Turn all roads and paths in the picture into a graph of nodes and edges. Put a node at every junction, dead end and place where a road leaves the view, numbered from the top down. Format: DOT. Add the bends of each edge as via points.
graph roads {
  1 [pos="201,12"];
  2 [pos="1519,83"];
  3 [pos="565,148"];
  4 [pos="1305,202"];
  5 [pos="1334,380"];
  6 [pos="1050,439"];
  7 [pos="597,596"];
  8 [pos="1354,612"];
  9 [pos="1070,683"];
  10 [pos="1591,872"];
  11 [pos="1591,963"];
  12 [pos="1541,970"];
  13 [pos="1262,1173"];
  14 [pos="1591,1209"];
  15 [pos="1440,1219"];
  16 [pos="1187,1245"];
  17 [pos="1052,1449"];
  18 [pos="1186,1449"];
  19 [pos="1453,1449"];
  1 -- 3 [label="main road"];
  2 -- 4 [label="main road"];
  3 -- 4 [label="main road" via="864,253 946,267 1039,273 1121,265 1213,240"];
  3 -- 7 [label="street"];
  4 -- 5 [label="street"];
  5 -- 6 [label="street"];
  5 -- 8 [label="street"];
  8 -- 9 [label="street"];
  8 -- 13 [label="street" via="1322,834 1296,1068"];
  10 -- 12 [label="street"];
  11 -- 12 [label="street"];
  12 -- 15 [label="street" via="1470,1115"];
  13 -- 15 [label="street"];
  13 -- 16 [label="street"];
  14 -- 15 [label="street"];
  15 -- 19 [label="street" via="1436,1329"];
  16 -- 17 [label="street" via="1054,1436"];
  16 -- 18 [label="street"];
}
============
** Exercise instructions **
The records above should be restated word for word in their entirety.

** Exercise answer **
Turn all roads and paths in the picture into a graph of nodes and edges. Put a node at every junction, dead end and place where a road leaves the view, numbered from the top down. Format: DOT. Add the bends of each edge as via points.
graph roads {
  1 [pos="201,12"];
  2 [pos="1519,83"];
  3 [pos="565,148"];
  4 [pos="1305,202"];
  5 [pos="1334,380"];
  6 [pos="1050,439"];
  7 [pos="597,596"];
  8 [pos="1354,612"];
  9 [pos="1070,683"];
  10 [pos="1591,872"];
  11 [pos="1591,963"];
  12 [pos="1541,970"];
  13 [pos="1262,1173"];
  14 [pos="1591,1209"];
  15 [pos="1440,1219"];
  16 [pos="1187,1245"];
  17 [pos="1052,1449"];
  18 [pos="1186,1449"];
  19 [pos="1453,1449"];
  1 -- 3 [label="main road"];
  2 -- 4 [label="main road"];
  3 -- 4 [label="main road" via="864,253 946,267 1039,273 1121,265 1213,240"];
  3 -- 7 [label="street"];
  4 -- 5 [label="street"];
  5 -- 6 [label="street"];
  5 -- 8 [label="street"];
  8 -- 9 [label="street"];
  8 -- 13 [label="street" via="1322,834 1296,1068"];
  10 -- 12 [label="street"];
  11 -- 12 [label="street"];
  12 -- 15 [label="street" via="1470,1115"];
  13 -- 15 [label="street"];
  13 -- 16 [label="street"];
  14 -- 15 [label="street"];
  15 -- 19 [label="street" via="1436,1329"];
  16 -- 17 [label="street" via="1054,1436"];
  16 -- 18 [label="street"];
}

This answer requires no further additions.